每次回望历史,发见主的恩典,才有力量踏出一步……

三十一年前(1983年),进入香港中文大学就读,主修历史。未几在大学校园决志,成为循道卫理联合教会会友。受当时大学校园团契「信仰与学科整合」的风气感染,对中国基督教历史萌生浓厚兴趣,走上了研究中国基督教的不归路,先后于1989年及1995年以中国基督教史为题,获哲学硕士及哲学博士学位。一直坚信,中国与基督教,是上主的双重召命。与此同时,自1986年在循道卫理安素堂受洗后,感主恩深厚,积极参与教会事奉。1990年在陈崇荣宣教师安息礼拜上立志献身。期间曾修读神学课程,并于1999年受职为循道卫理联合教会义务教士。

二十一年前(1993年),加入香港建道神学院,在教学之余,兼任「基督教与中国文化研究中心」的行政及研究工作,正式参与神学教育及中国事工。建道是一所具悠久历史及传统的福音派神学院,十一年(1993至2004年)间,目睹并参与了这所百年老店的更新与转型:如何在坚守灵命培育及福音使命的同时,加强学术研究及中国使命的寻索。这不仅塑造我的事奉方向与模式,也深化对神学教育的理解及召命。

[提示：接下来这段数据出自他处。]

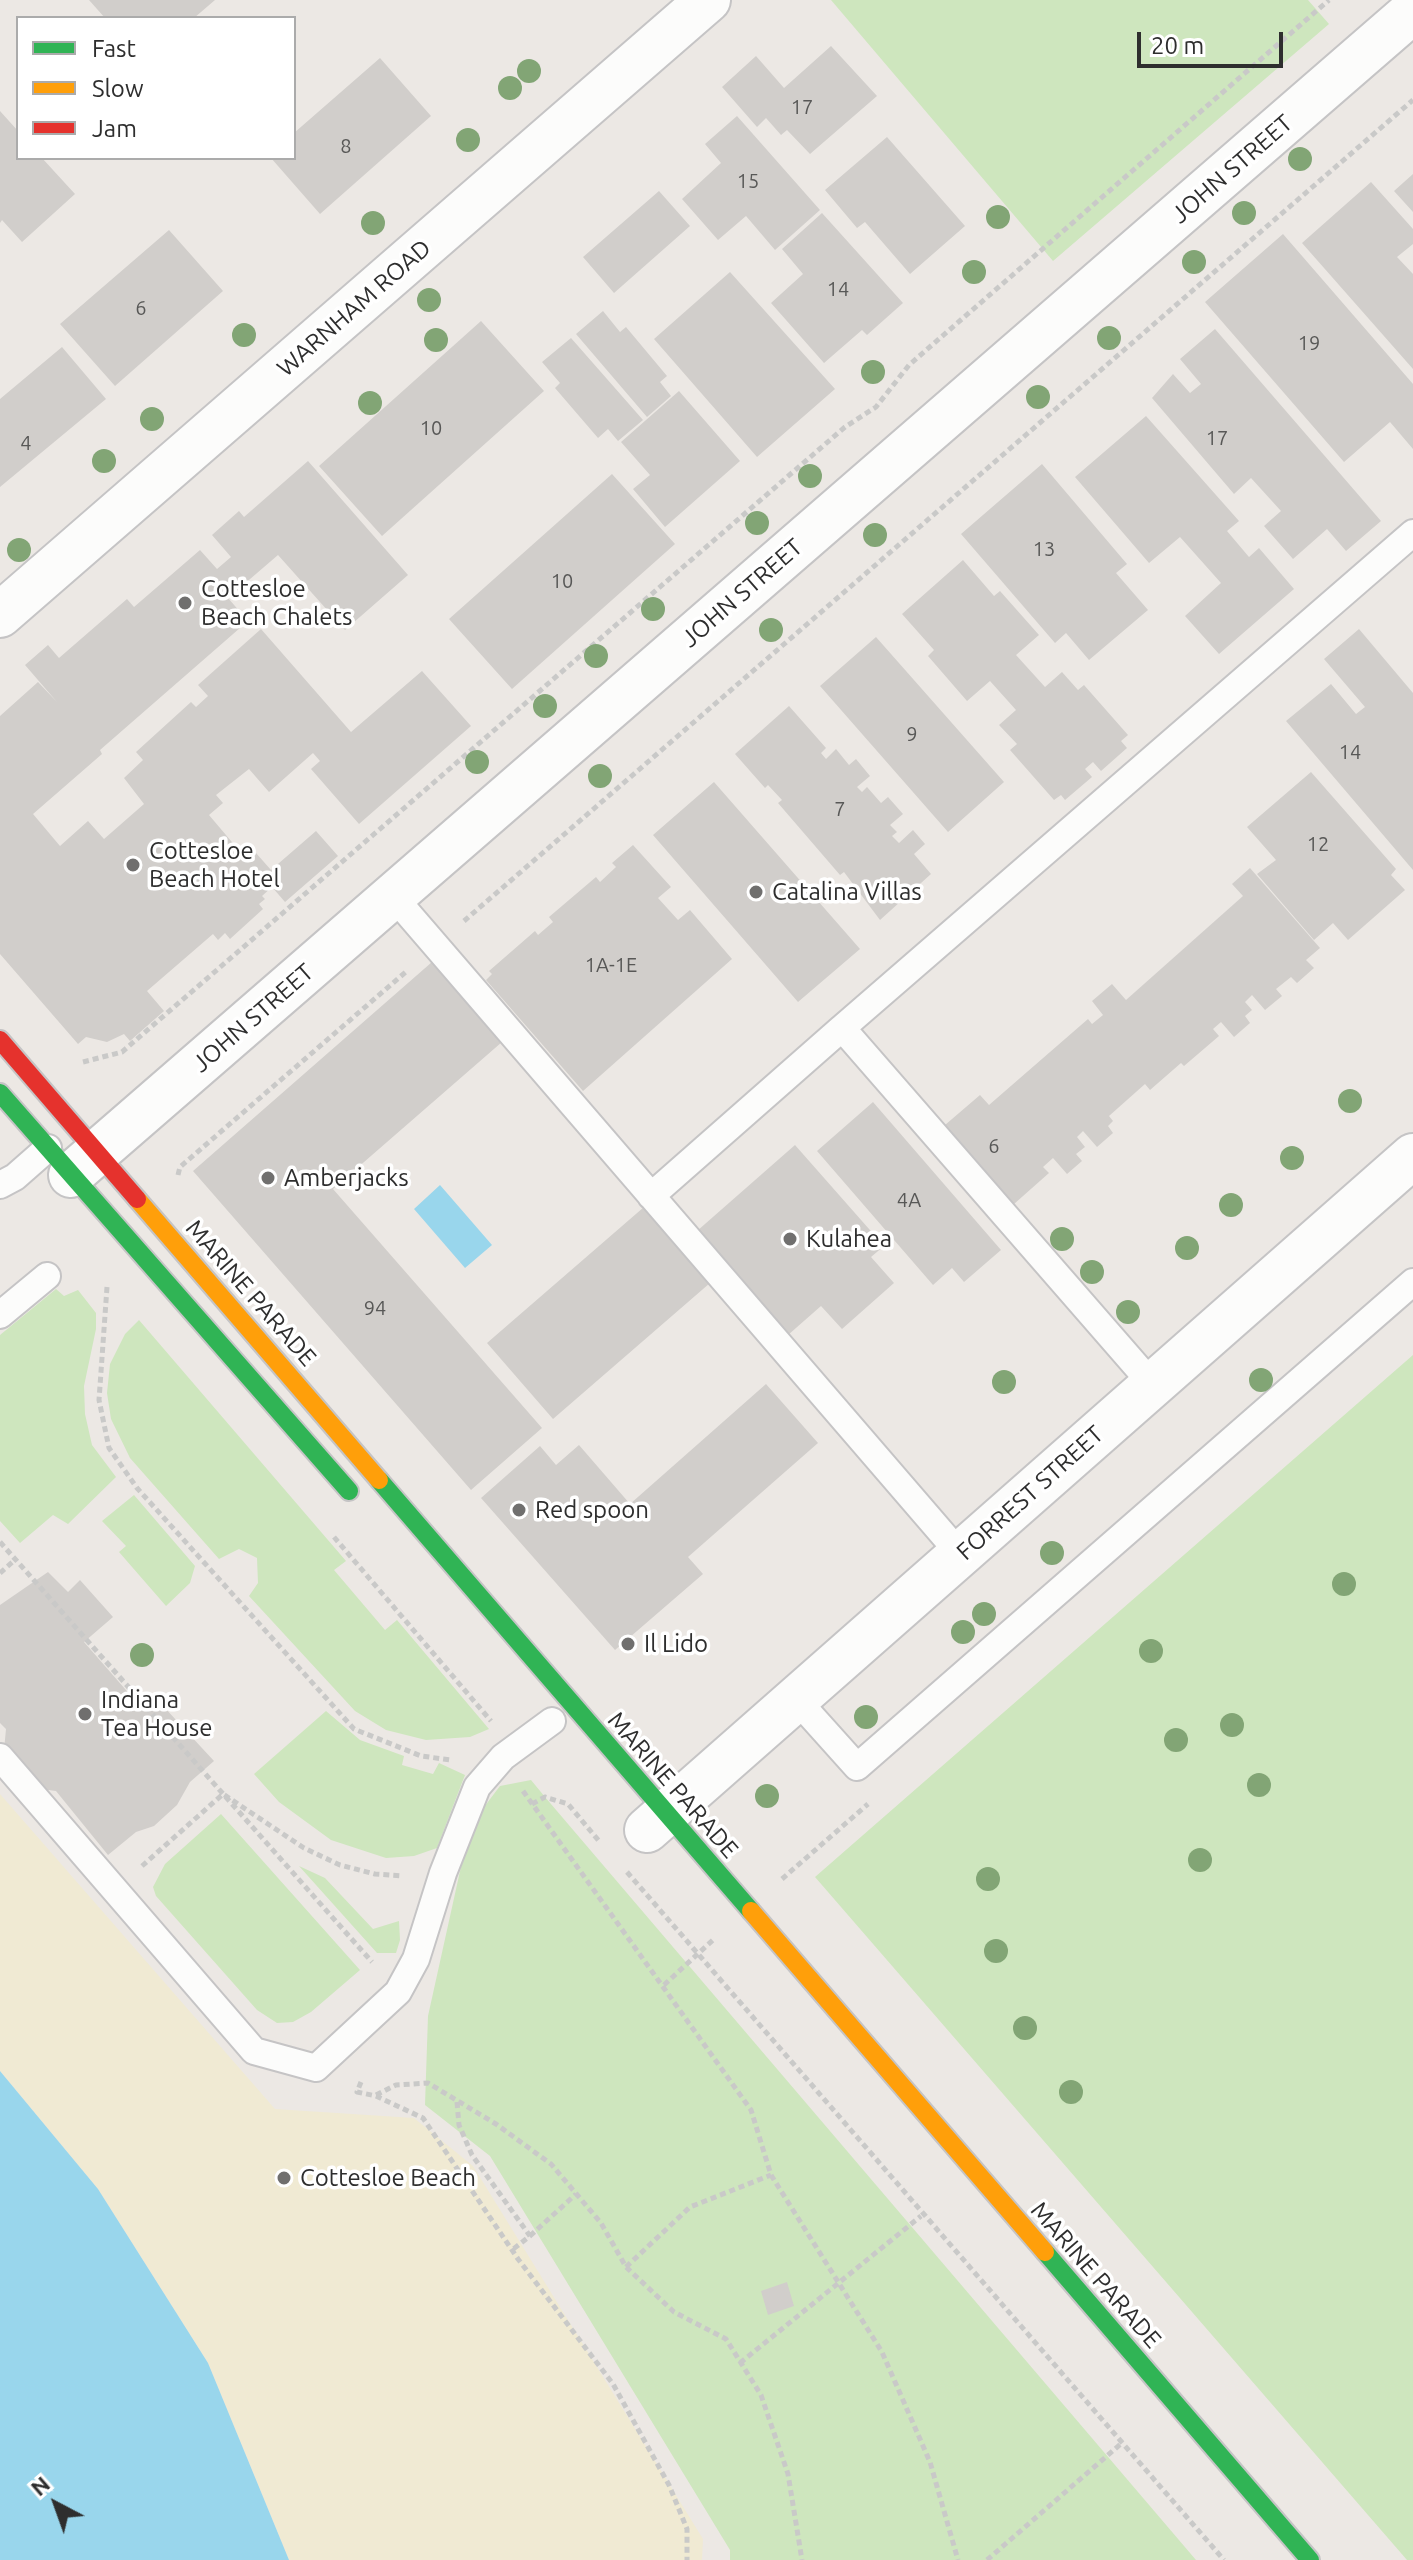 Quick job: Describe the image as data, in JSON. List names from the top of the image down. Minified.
{"streets":{"main road":["MARINE PARADE"],"street":["JOHN STREET","WARNHAM ROAD","FORREST STREET"]},"crossings":[["JOHN STREET","MARINE PARADE"],["MARINE PARADE","FORREST STREET"]],"places":["Cottesloe Beach Chalets","Cottesloe Beach Hotel","Catalina Villas","Amberjacks","Kulahea","Red spoon","Il Lido","Indiana Tea House","Cottesloe Beach"],"house_numbers":["17","8","15","14","6","19","10","17","4","13","10","9","14","7","12","1A-1E","6","4A","94"],"legend":["Fast","Slow","Jam"],"scale_bar":"20 m","north":"top left"} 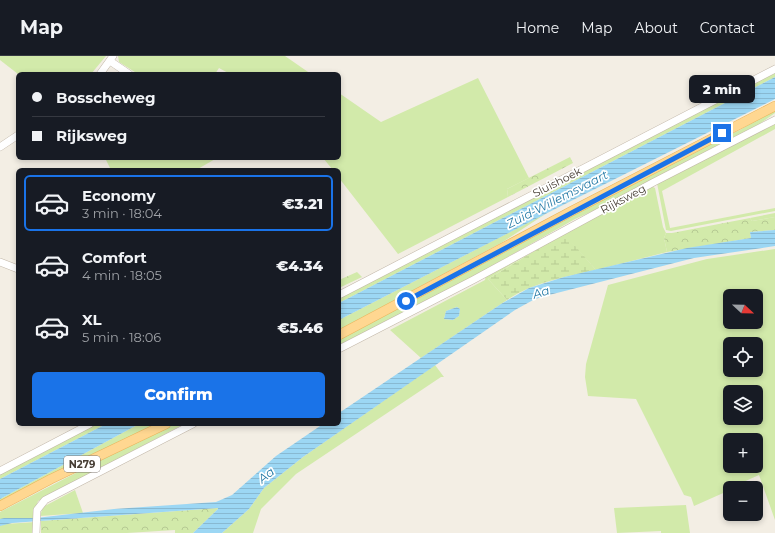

十年前(2004年),转职香港中文大学崇基学院神学院。事奉环境虽有改变,但对中国基督教及神学教育的召命与委身,却始终如一。崇基作为华人社会唯一附设于公立大学的神学院,更让我在回应及实践上主召命时,能站在不同平台,开拓视野。其立足于普世及大公传统,也有助进一步思考基督教在多元的中国文化处境中的位置与角色。这十年间,竟也目睹及参与了崇基如何在自身的传统中的锐变与更新:与本地教会关系的拓展深化、与中国内地学术界、神学教育界及教会界的联系合作、与国际神学教育界的交流、教师团队的增加建立、学生群体的扩大及多元化、研究及出版事工的深化、校园硬件的优化、坚持对本地社会的关怀……为自己有幸参与其中而感恩。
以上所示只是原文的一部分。